WORK REQUIRED :: Each line of data below is to be returned exactly, leaving out any picture.

- Opening Delimiter -

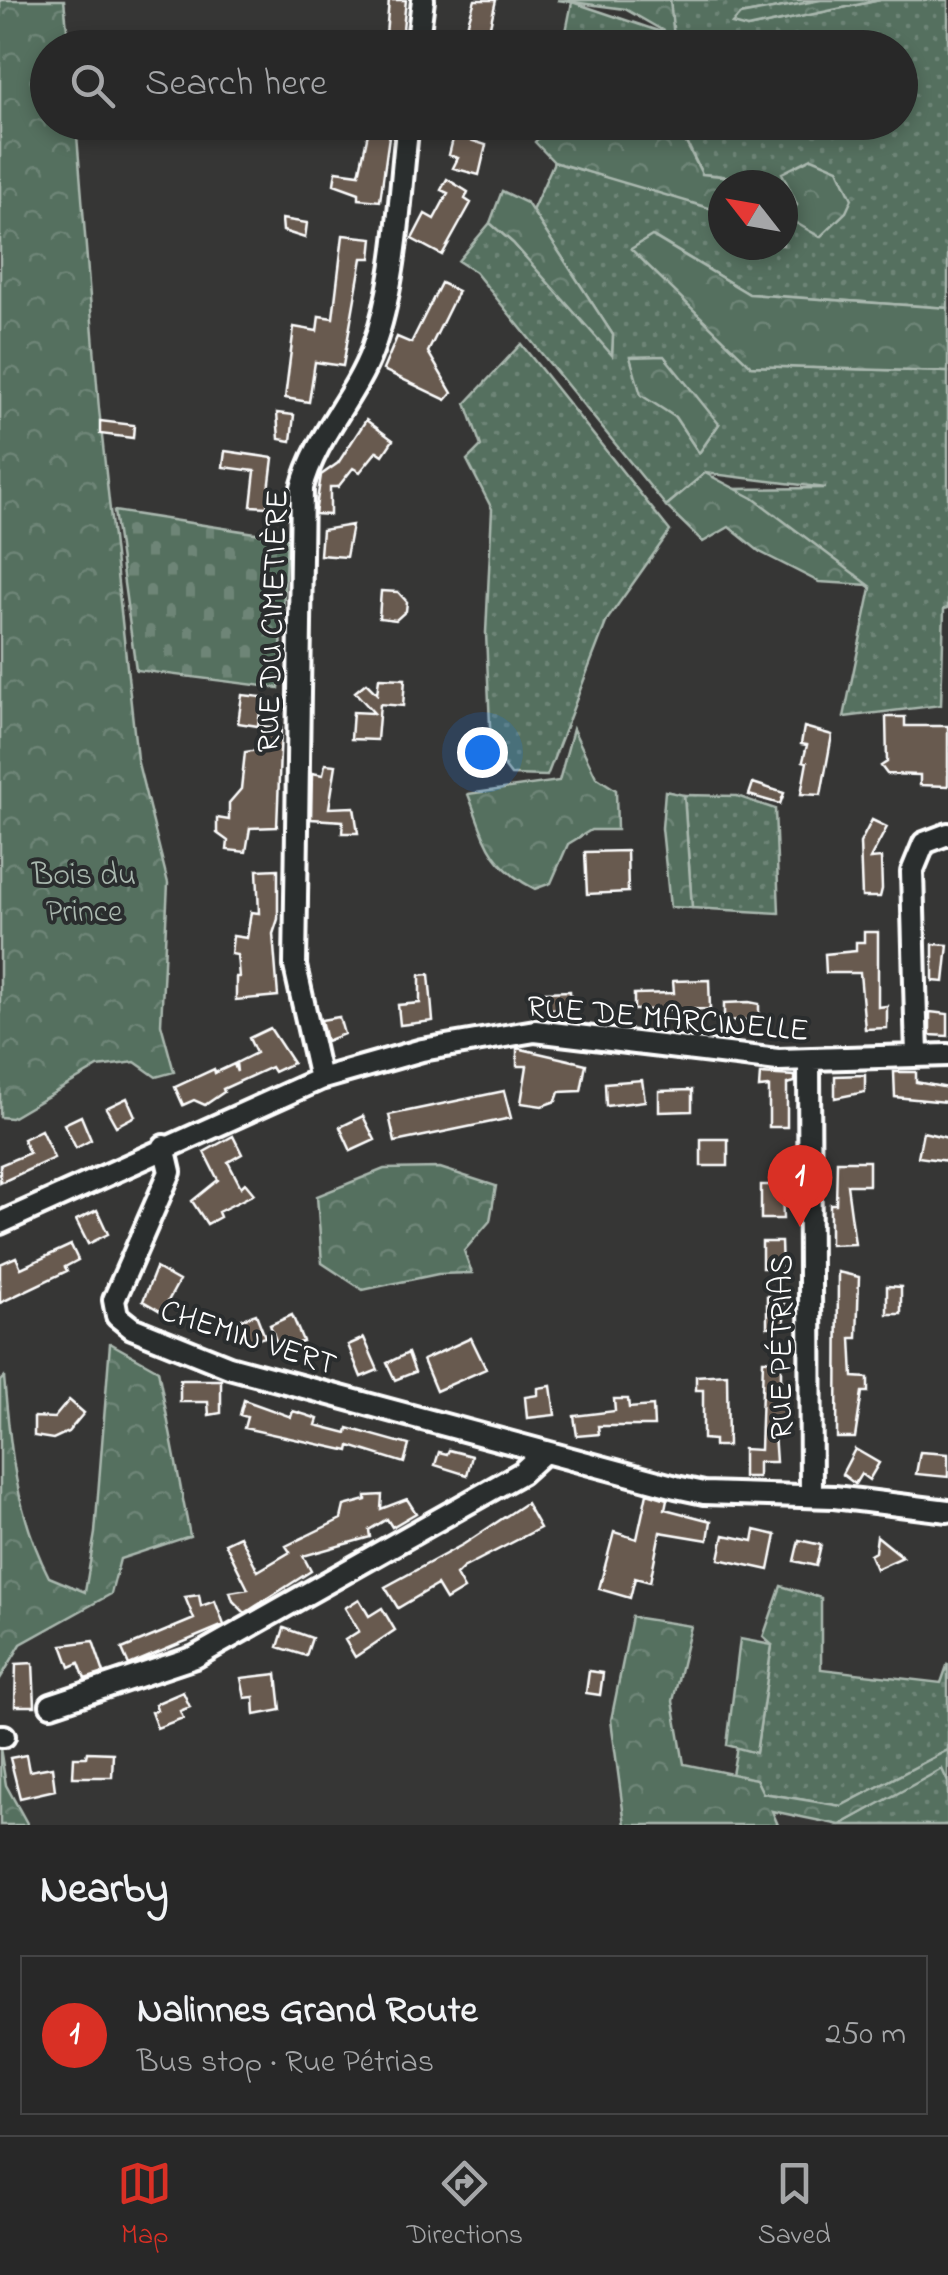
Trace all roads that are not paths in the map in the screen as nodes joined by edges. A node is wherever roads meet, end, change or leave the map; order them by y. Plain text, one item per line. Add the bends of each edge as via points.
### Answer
1 (423, 0) edge
2 (420, 30) edge
3 (406, 140) edge
4 (948, 834) edge
5 (948, 1055) edge
6 (917, 1056) junction
7 (809, 1060) junction
8 (320, 1079) junction
9 (164, 1146) junction
10 (0, 1223) edge
11 (543, 1452) junction
12 (811, 1496) junction
13 (948, 1512) edge
14 (51, 1705) dead end

1 - 2 street
3 - 8 street, RUE DU CIMETIÈRE via 380,326 302,488 296,966
4 - 6 street via 924,843 912,872
5 - 6 street, RUE DE MARCINELLE
6 - 7 street, RUE DE MARCINELLE
7 - 8 street, RUE DE MARCINELLE via 535,1030 397,1056
7 - 12 street, RUE PÉTRIAS
8 - 9 street, RUE DE MARCINELLE
9 - 10 street, RUE DE MARCINELLE
9 - 11 street, CHEMIN VERT via 170,1172 114,1300 123,1322 229,1367
11 - 12 street, CHEMIN VERT via 704,1494
11 - 14 street via 520,1473 196,1657
12 - 13 street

- Closing Delimiter -

WRITTEN ANSWER ::
Trace all roads that are not paths in the map in the screen as nodes joined by edges. A node is wherever roads meet, end, change or leave the map; order them by y. Plain text, one item per line. Add the bends of each edge as via points.
### Answer
1 (423, 0) edge
2 (420, 30) edge
3 (406, 140) edge
4 (948, 834) edge
5 (948, 1055) edge
6 (917, 1056) junction
7 (809, 1060) junction
8 (320, 1079) junction
9 (164, 1146) junction
10 (0, 1223) edge
11 (543, 1452) junction
12 (811, 1496) junction
13 (948, 1512) edge
14 (51, 1705) dead end

1 - 2 street
3 - 8 street, RUE DU CIMETIÈRE via 380,326 302,488 296,966
4 - 6 street via 924,843 912,872
5 - 6 street, RUE DE MARCINELLE
6 - 7 street, RUE DE MARCINELLE
7 - 8 street, RUE DE MARCINELLE via 535,1030 397,1056
7 - 12 street, RUE PÉTRIAS
8 - 9 street, RUE DE MARCINELLE
9 - 10 street, RUE DE MARCINELLE
9 - 11 street, CHEMIN VERT via 170,1172 114,1300 123,1322 229,1367
11 - 12 street, CHEMIN VERT via 704,1494
11 - 14 street via 520,1473 196,1657
12 - 13 street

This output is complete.